INAKINI.COM – Menteri Keuangan (Menkeu) Purbaya Yudhi Sadewa, yang juga Bendahara Umum Negara, secara resmi menerima penyerahan uang pengganti kerugian negara sebesar Rp13,255 triliun dari kasus tindak pidana korupsi pemberian fasilitas ekspor Crude Palm Oil (CPO).
Penyerahan uang pengganti tersebut dilakukan langsung oleh Jaksa Agung ST Burhanuddin kepada Menkeu Purbaya di Gedung Utama Kompleks Kejaksaan Agung RI, pada Senin (20/10/25). Nilai tersebut merupakan bagian dari total kerugian negara dalam kasus CPO yang mencapai Rp17 triliun.
Acara penyerahan uang pengganti ini turut dihadiri oleh Presiden Indonesia Prabowo Subianto yang memberikan apresiasi tinggi terhadap kerja keras jajaran Aparat Penegak Hukum (APH), khususnya Kejaksaan Agung (Kejagung) dalam upaya mengembalikan kerugian keuangan negara akibat praktik korupsi di sektor sumber daya alam.
Prabowo Subianto menegaskan bahwa pengembalian dana tersebut memiliki makna yang jauh lebih besar dari sekadar angka. Uang hasil pemulihan negara itu, menurutnya, dapat dialokasikan untuk berbagai program pembangunan yang menyentuh langsung kesejahteraan masyarakat.
“Tapi ini acara penting, yaitu penyerahan uang pengganti kerugian negara sebesar Rp13.255.244.538.149,00. Saudara-saudara, saya ucapkan terima kasih dan penghargaan kepada semua jajaran, terutama Kejaksaan Agung yang telah dengan gigih bekerja keras untuk bertindak melawan korupsi, manipulasi, penyelewengan,” ujar Prabowo Subianto pada Selasa (21/10/25).
Prabowo Subianto juga menggambarkan secara konkret bagaimana dana Rp13 triliun itu dapat memberi manfaat besar bagi masyarakat jika dimanfaatkan dengan baik.

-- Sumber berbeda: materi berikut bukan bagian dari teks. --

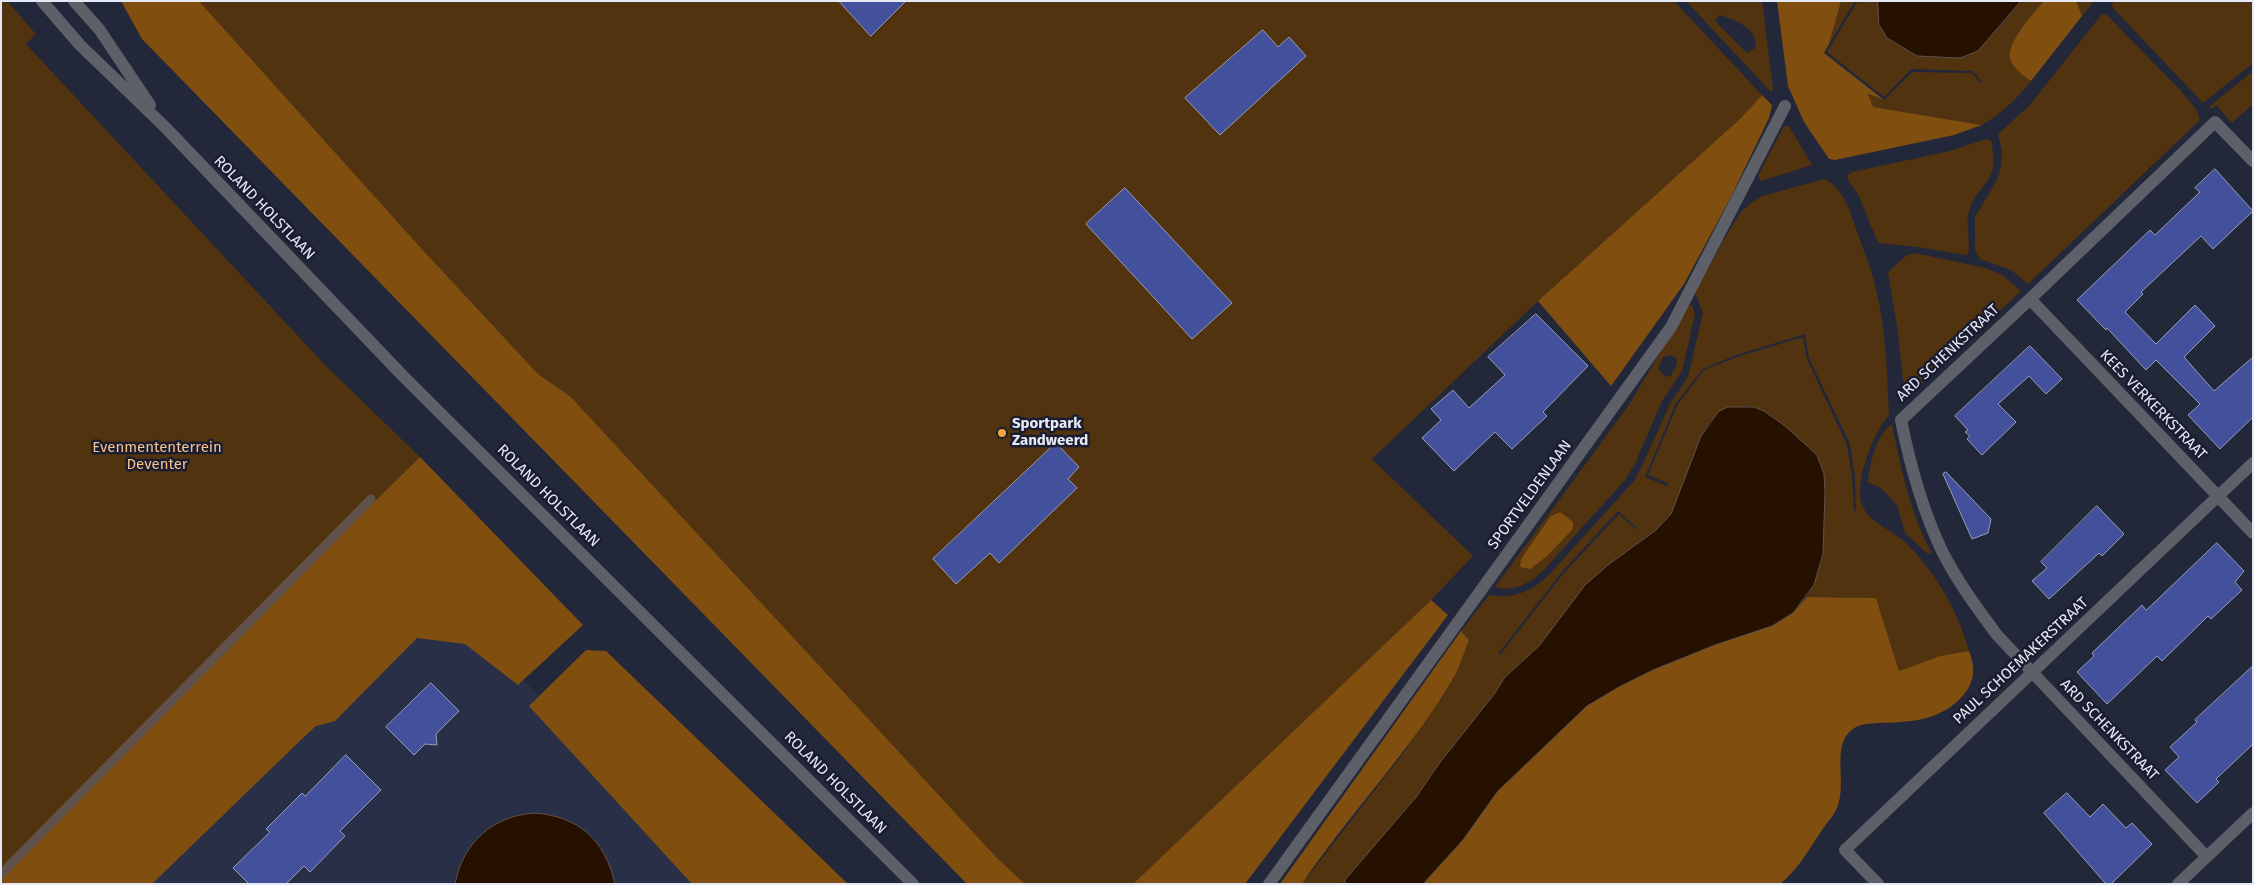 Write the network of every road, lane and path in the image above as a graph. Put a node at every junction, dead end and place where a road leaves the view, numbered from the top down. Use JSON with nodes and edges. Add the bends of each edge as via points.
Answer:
{"nodes":[{"id":1,"x":43,"y":1,"type":"edge"},
{"id":2,"x":74,"y":1,"type":"edge"},
{"id":3,"x":1785,"y":106,"type":"dead end"},
{"id":4,"x":166,"y":127,"type":"junction"},
{"id":5,"x":2253,"y":161,"type":"edge"},
{"id":6,"x":2030,"y":299,"type":"junction"},
{"id":7,"x":2253,"y":463,"type":"edge"},
{"id":8,"x":2218,"y":496,"type":"junction"},
{"id":9,"x":2253,"y":533,"type":"edge"},
{"id":10,"x":2032,"y":673,"type":"junction"},
{"id":11,"x":2253,"y":813,"type":"edge"},
{"id":12,"x":2206,"y":856,"type":"junction"},
{"id":13,"x":913,"y":884,"type":"edge"},
{"id":14,"x":1269,"y":884,"type":"edge"},
{"id":15,"x":1878,"y":884,"type":"edge"},
{"id":16,"x":2178,"y":884,"type":"edge"}],
"edges":[{"from":1,"to":4,"type":"street","name":"ROLAND HOLSTLAAN","via":[[80,45]]},
{"from":2,"to":4,"type":"street","name":"ROLAND HOLSTLAAN","via":[[99,29]]},
{"from":3,"to":14,"type":"street","name":"SPORTVELDENLAAN","via":[[1671,326]]},
{"from":4,"to":13,"type":"street","name":"ROLAND HOLSTLAAN","via":[[404,376]]},
{"from":5,"to":6,"type":"street","name":"ARD SCHENKSTRAAT","via":[[2215,122]]},
{"from":6,"to":8,"type":"street","name":"KEES VERKERKSTRAAT"},
{"from":6,"to":10,"type":"street","name":"ARD SCHENKSTRAAT","via":[[1901,420],[1922,502],[1943,552],[1997,635]]},
{"from":7,"to":8,"type":"street","name":"PAUL SCHOEMAKERSTRAAT"},
{"from":8,"to":9,"type":"street","name":"KEES VERKERKSTRAAT"},
{"from":8,"to":10,"type":"street","name":"PAUL SCHOEMAKERSTRAAT"},
{"from":10,"to":12,"type":"street","name":"ARD SCHENKSTRAAT"},
{"from":10,"to":15,"type":"street","name":"PAUL SCHOEMAKERSTRAAT","via":[[1845,850]]},
{"from":11,"to":12,"type":"street"},
{"from":12,"to":16,"type":"street"}]}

Ia menjelaskan bahwa dana sebesar itu mampu digunakan untuk memperbaiki lebih dari 8.000 sekolah di seluruh Indonesia atau membangun ratusan kampung nelayan dengan fasilitas modern.
“Rencananya sampai akhir 2026, kita akan dirikan 1.000-1.100 desa nelayan, tiap desa itu anggarannya Rp22 miliar. Jadi Rp13 triliun ini berarti kita bisa membangun 600 kampung nelayan,” tutur Prabowo Subianto.
Prabowo Subianto menambahkan, pembangunan 600 kampung nelayan tersebut dapat memberikan dampak sosial dan ekonomi yang luas bagi masyarakat pesisir. “Satu kampung nelayan itu kepala keluarganya 2 ribu, jadi kalau dengan istri dan anak, tiga, itu 5 ribu per desa. Kalau kali seribu itu, 5 juta. Lima juta orang Indonesia bisa hidup layak,” jelasnya.
Prabowo Subianto juga menyoroti bahwa praktik penyimpangan dalam sektor CPO tersebut bukan hanya merugikan negara secara finansial, tetapi juga berdampak langsung pada masyarakat. Prabowo Subianto menyebut bahwa penyalahgunaan kewajiban penyediaan kebutuhan dalam negeri telah menyebabkan rakyat kesulitan mendapatkan minyak goreng dalam waktu lama.
“Rakyat dibiarkan kesulitan minyak goreng untuk berminggu-minggu. Ini sebetulnya, menurut saya ya sangat kejam, sangat tidak manusiawi, apakah ini benar-benar murni keserakahan atau ini bisa digolongkan subversi ekonomi sebenarnya,” tegasnya.
Prabowo Subianto menyampaikan apresiasi kepada Kejagung atas keberhasilannya memulihkan kerugian negara dalam kasus besar tersebut. Namun, ia juga mengingatkan bahwa masih banyak pekerjaan besar yang harus diselesaikan, terutama dalam penegakan hukum di sektor pertambangan dan sumber daya alam lainnya.
“Jadi, saya sampaikan penghargaan saya kepada Kejaksaan, terima kasih. Tapi saya ingatkan masih banyak tugas kita, masih banyak tambang yang ilegal, kerugian kita juga mungkin puluhan triliun kalau tidak ratusan triliun,” ujar Prabowo Subianto.